Leaving pictures aside, set down each line exactly, from the first line of the data to the line with "I need the junctions", both included.

□ □ □ □

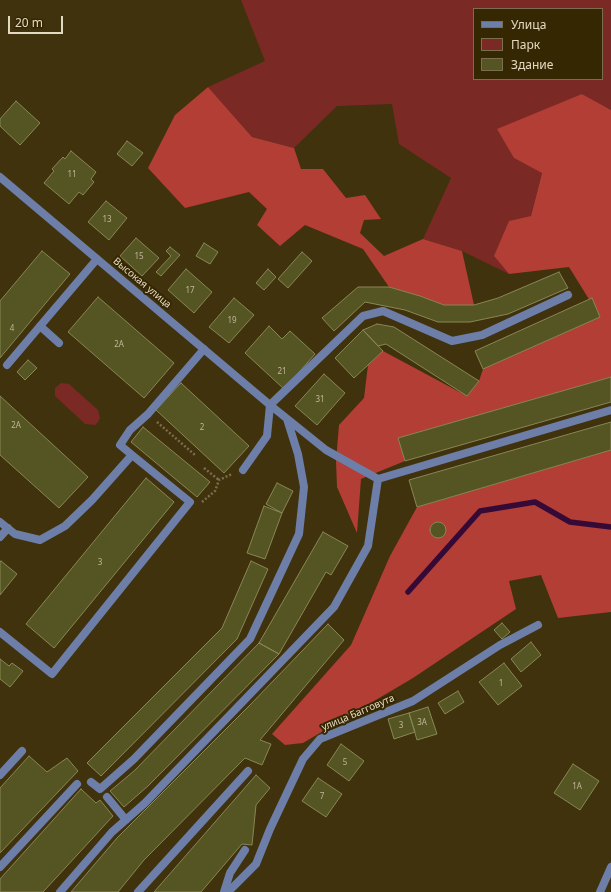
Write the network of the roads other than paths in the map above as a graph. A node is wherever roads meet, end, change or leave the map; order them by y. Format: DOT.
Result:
graph roads {
  1 [pos="0,177"];
  2 [pos="98,259"];
  3 [pos="568,295"];
  4 [pos="40,326"];
  5 [pos="59,343"];
  6 [pos="204,349"];
  7 [pos="7,365"];
  8 [pos="270,405"];
  9 [pos="611,410"];
  10 [pos="287,419"];
  11 [pos="132,455"];
  12 [pos="243,470"];
  13 [pos="378,479"];
  14 [pos="0,522"];
  15 [pos="8,528"];
  16 [pos="0,538"];
  17 [pos="538,625"];
  18 [pos="0,632"];
  19 [pos="22,751"];
  20 [pos="248,771"];
  21 [pos="0,775"];
  22 [pos="91,782"];
  23 [pos="77,784"];
  24 [pos="107,797"];
  25 [pos="126,820"];
  26 [pos="245,850"];
  27 [pos="611,866"];
  28 [pos="0,867"];
  29 [pos="60,892"];
  30 [pos="138,892"];
  31 [pos="224,892"];
  32 [pos="228,892"];
  33 [pos="600,892"];
  1 -- 2 [label="street, Высокая улица"];
  2 -- 4 [label="street"];
  2 -- 6 [label="street, Высокая улица"];
  3 -- 8 [label="street"];
  4 -- 5 [label="street"];
  4 -- 7 [label="street"];
  6 -- 8 [label="street, Высокая улица"];
  6 -- 11 [label="street"];
  8 -- 10 [label="street, Высокая улица"];
  8 -- 12 [label="street"];
  9 -- 13 [label="street"];
  10 -- 13 [label="street, Высокая улица"];
  10 -- 22 [label="street"];
  11 -- 15 [label="street"];
  11 -- 18 [label="street"];
  13 -- 25 [label="street"];
  14 -- 15 [label="street"];
  15 -- 16 [label="street"];
  17 -- 32 [label="street, улица Багговута"];
  19 -- 21 [label="street"];
  20 -- 30 [label="street"];
  23 -- 28 [label="street"];
  24 -- 25 [label="street"];
  25 -- 29 [label="street"];
  26 -- 31 [label="street"];
  27 -- 33 [label="street"];
}
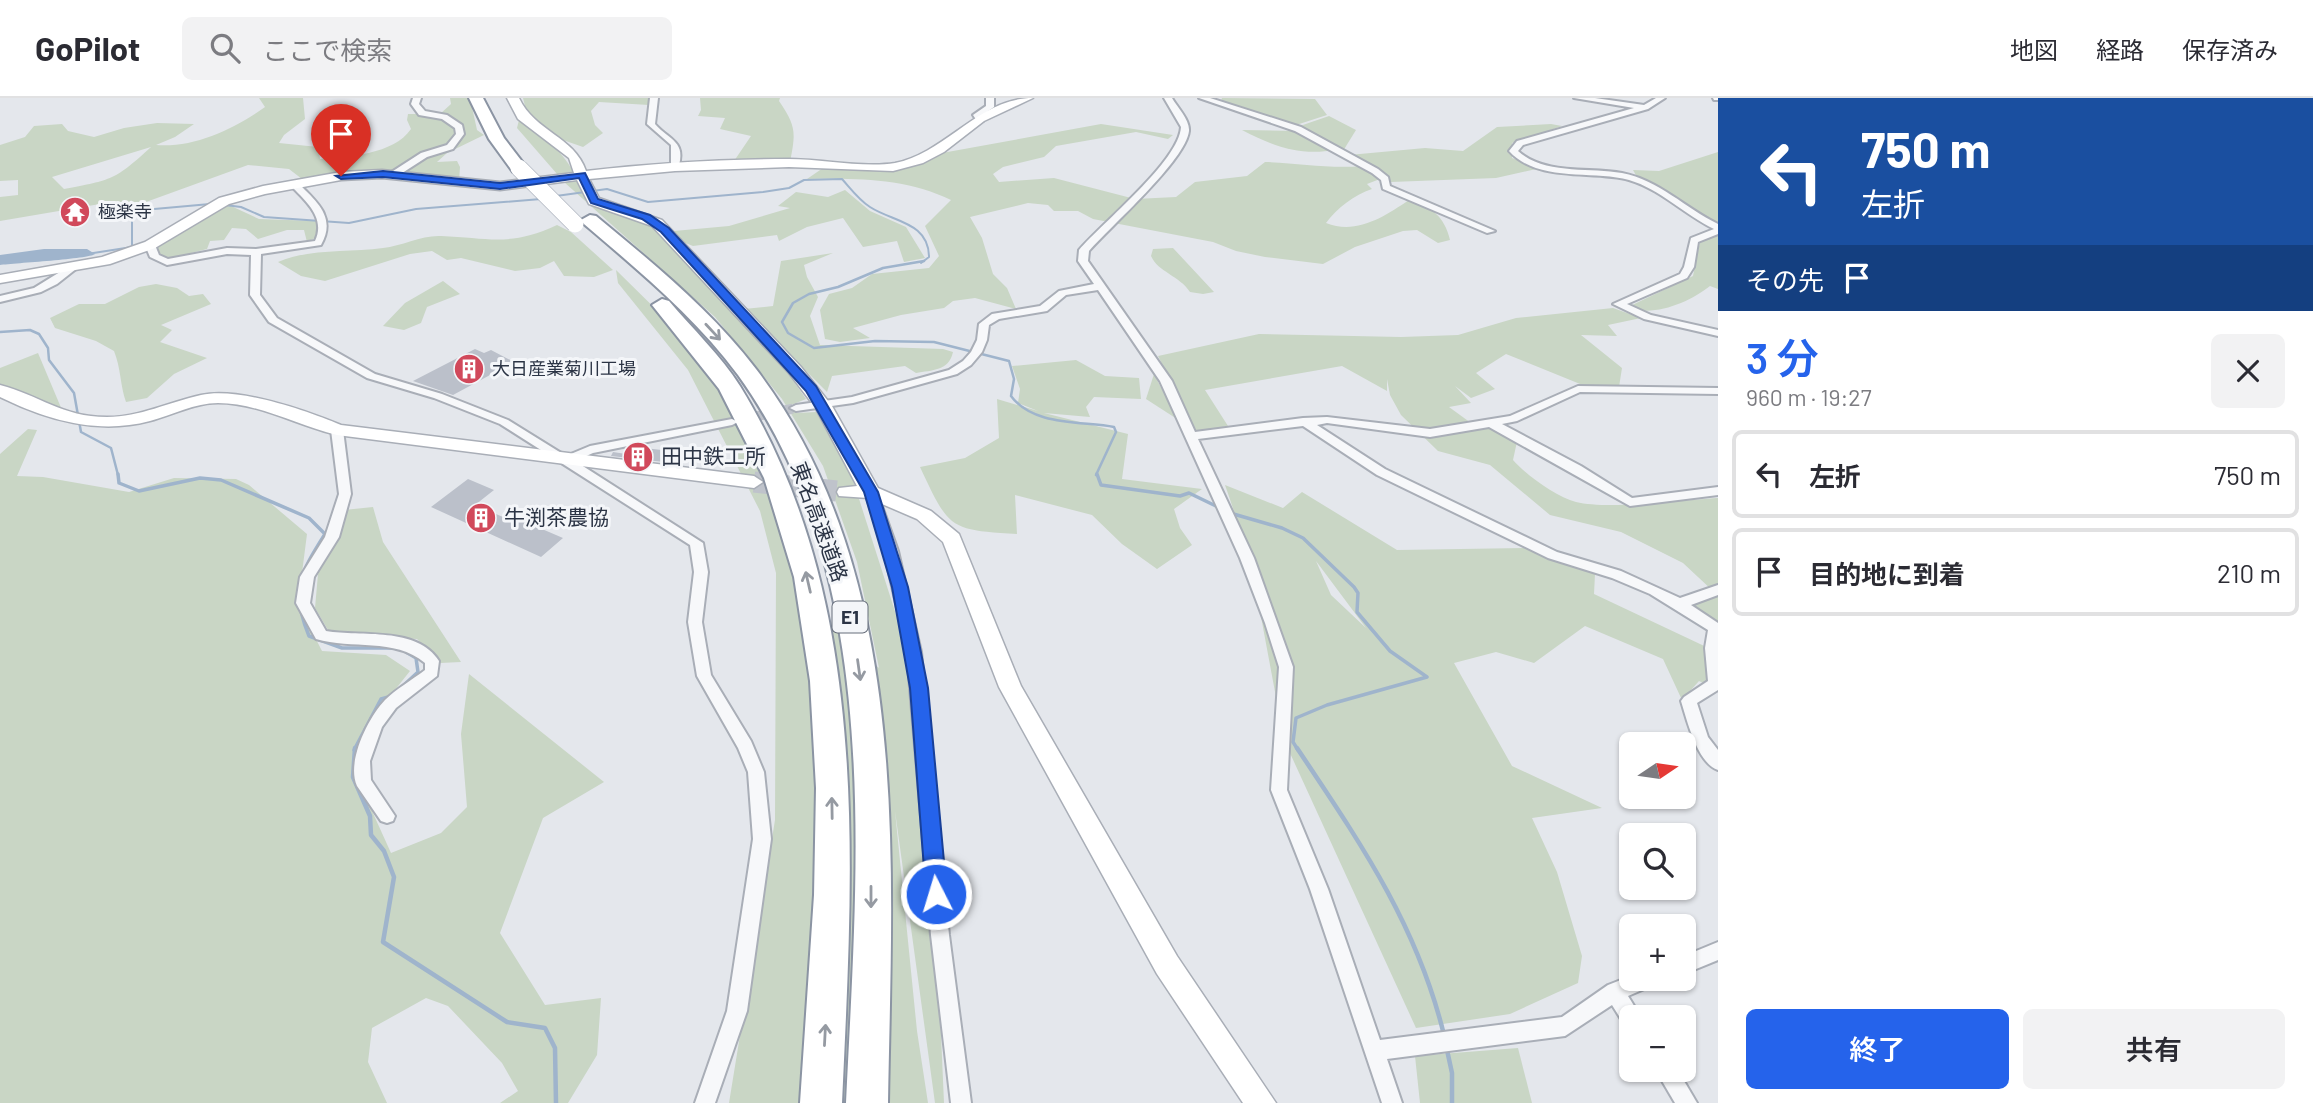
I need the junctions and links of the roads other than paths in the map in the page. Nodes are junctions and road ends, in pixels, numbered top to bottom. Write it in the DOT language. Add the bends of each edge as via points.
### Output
graph roads {
  1 [pos="417,98"];
  2 [pos="476,98"];
  3 [pos="490,98"];
  4 [pos="513,98"];
  5 [pos="654,98"];
  6 [pos="990,98"];
  7 [pos="1027,98"];
  8 [pos="1168,98"];
  9 [pos="1203,98"];
  10 [pos="1578,98"];
  11 [pos="1661,98"];
  12 [pos="1645,107"];
  13 [pos="980,119"];
  14 [pos="527,166"];
  15 [pos="675,167"];
  16 [pos="393,174"];
  17 [pos="582,175"];
  18 [pos="294,184"];
  19 [pos="582,222"];
  20 [pos="1718,229"];
  21 [pos="1490,231"];
  22 [pos="150,245"];
  23 [pos="256,252"];
  24 [pos="71,269"];
  25 [pos="0,278"];
  26 [pos="1101,286"];
  27 [pos="0,299"];
  28 [pos="1718,333"];
  29 [pos="0,390"];
  30 [pos="1718,391"];
  31 [pos="823,405"];
  32 [pos="796,408"];
  33 [pos="1303,421"];
  34 [pos="732,422"];
  35 [pos="1494,425"];
  36 [pos="337,430"];
  37 [pos="1191,436"];
  38 [pos="567,460"];
  39 [pos="754,482"];
  40 [pos="1718,491"];
  41 [pos="846,492"];
  42 [pos="871,492"];
  43 [pos="1718,590"];
  44 [pos="1681,603"];
  45 [pos="1718,763"];
  46 [pos="387,816"];
  47 [pos="1718,951"];
  48 [pos="1696,960"];
  49 [pos="1619,990"];
  50 [pos="1615,992"];
  51 [pos="1623,1005"];
  52 [pos="1374,1051"];
  53 [pos="1673,1082"];
  54 [pos="705,1103"];
  55 [pos="821,1103"];
  56 [pos="867,1103"];
  57 [pos="961,1103"];
  58 [pos="1261,1103"];
  59 [pos="1392,1103"];
  60 [pos="1687,1103"];
  1 -- 16 [label="street" via="415,104 422,113 444,117 459,127 460,134 450,147 424,155"];
  2 -- 14 [label="highway, 東名高速道路 / E1" via="497,139"];
  3 -- 14 [label="highway, 東名高速道路 / E1"];
  4 -- 17 [label="street" via="522,117 575,156"];
  5 -- 15 [label="street" via="651,124 677,146"];
  6 -- 13 [label="street" via="990,107 977,115"];
  7 -- 13 [label="street"];
  8 -- 26 [label="street" via="1183,124 1182,138 1162,168 1084,250 1083,261"];
  9 -- 21 [label="street" via="1298,129 1375,171 1395,193"];
  10 -- 12 [label="street"];
  11 -- 12 [label="street"];
  12 -- 20 [label="street" via="1520,143 1513,151 1543,167 1648,183"];
  13 -- 15 [label="street" via="940,149 893,167 789,163"];
  14 -- 19 [label="highway, 東名高速道路 / E1, bridge"];
  15 -- 17 [label="street"];
  16 -- 17 [label="street" via="487,186"];
  16 -- 18 [label="street"];
  17 -- 31 [label="street" via="594,201 646,217 665,230"];
  18 -- 22 [label="street" via="217,205"];
  18 -- 23 [label="street" via="322,214 321,238 318,243"];
  55 -- 19 [label="highway, 東名高速道路 / E1, one-way" via="833,855 831,762 819,630 791,519 752,426 702,351"];
  19 -- 56 [label="highway, 東名高速道路 / E1, one-way" via="662,280 748,373 800,465 834,552 855,645 870,787"];
  20 -- 28 [label="street" via="1694,240 1684,276 1618,304 1648,317"];
  22 -- 23 [label="street" via="155,257 167,262 227,251"];
  22 -- 24 [label="street"];
  23 -- 38 [label="street" via="255,295 273,320 371,376 503,422"];
  24 -- 25 [label="street"];
  24 -- 27 [label="street" via="53,285"];
  26 -- 31 [label="street" via="1063,293 1031,313 996,316 984,324 983,344 976,354 953,372"];
  26 -- 37 [label="street" via="1166,381"];
  29 -- 36 [label="street" via="64,419 129,420 226,398 318,420"];
  30 -- 35 [label="street" via="1578,389"];
  31 -- 32 [label="street"];
  31 -- 42 [label="street"];
  33 -- 35 [label="street" via="1430,433"];
  33 -- 37 [label="street"];
  33 -- 44 [label="street" via="1381,472 1524,543 1656,589"];
  34 -- 38 [label="street" via="590,450"];
  35 -- 40 [label="street" via="1630,502"];
  36 -- 38 [label="street"];
  36 -- 46 [label="street" via="345,494 332,537 307,577 303,603 321,635 402,643 432,661 432,673 391,704 375,725 362,761 363,781"];
  37 -- 52 [label="street" via="1247,558 1286,667 1279,790 1319,889"];
  38 -- 39 [label="street"];
  38 -- 54 [label="street" via="696,543 701,572 695,622 704,676 746,746 756,772 762,839 753,911 737,1011"];
  41 -- 42 [label="street"];
  42 -- 57 [label="street" via="891,551 914,652"];
  42 -- 58 [label="street" via="924,515 952,539 1010,687 1167,965"];
  43 -- 44 [label="street"];
  44 -- 45 [label="street" via="1715,630 1716,684 1689,701 1701,739"];
  47 -- 48 [label="street"];
  49 -- 50 [label="street"];
  50 -- 51 [label="street"];
  50 -- 52 [label="street" via="1565,1026"];
  52 -- 59 [label="street"];
  53 -- 60 [label="street"];
}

□ □ □ □

**ANSWER:**
Write the network of the roads other than paths in the map above as a graph. A node is wherever roads meet, end, change or leave the map; order them by y. Format: DOT.
Result:
graph roads {
  1 [pos="0,177"];
  2 [pos="98,259"];
  3 [pos="568,295"];
  4 [pos="40,326"];
  5 [pos="59,343"];
  6 [pos="204,349"];
  7 [pos="7,365"];
  8 [pos="270,405"];
  9 [pos="611,410"];
  10 [pos="287,419"];
  11 [pos="132,455"];
  12 [pos="243,470"];
  13 [pos="378,479"];
  14 [pos="0,522"];
  15 [pos="8,528"];
  16 [pos="0,538"];
  17 [pos="538,625"];
  18 [pos="0,632"];
  19 [pos="22,751"];
  20 [pos="248,771"];
  21 [pos="0,775"];
  22 [pos="91,782"];
  23 [pos="77,784"];
  24 [pos="107,797"];
  25 [pos="126,820"];
  26 [pos="245,850"];
  27 [pos="611,866"];
  28 [pos="0,867"];
  29 [pos="60,892"];
  30 [pos="138,892"];
  31 [pos="224,892"];
  32 [pos="228,892"];
  33 [pos="600,892"];
  1 -- 2 [label="street, Высокая улица"];
  2 -- 4 [label="street"];
  2 -- 6 [label="street, Высокая улица"];
  3 -- 8 [label="street"];
  4 -- 5 [label="street"];
  4 -- 7 [label="street"];
  6 -- 8 [label="street, Высокая улица"];
  6 -- 11 [label="street"];
  8 -- 10 [label="street, Высокая улица"];
  8 -- 12 [label="street"];
  9 -- 13 [label="street"];
  10 -- 13 [label="street, Высокая улица"];
  10 -- 22 [label="street"];
  11 -- 15 [label="street"];
  11 -- 18 [label="street"];
  13 -- 25 [label="street"];
  14 -- 15 [label="street"];
  15 -- 16 [label="street"];
  17 -- 32 [label="street, улица Багговута"];
  19 -- 21 [label="street"];
  20 -- 30 [label="street"];
  23 -- 28 [label="street"];
  24 -- 25 [label="street"];
  25 -- 29 [label="street"];
  26 -- 31 [label="street"];
  27 -- 33 [label="street"];
}
I need the junctions and links of the roads other than paths in the map in the page. Nodes are junctions and road ends, in pixels, numbered top to bottom. Write it in the DOT language. Add the bends of each edge as via points.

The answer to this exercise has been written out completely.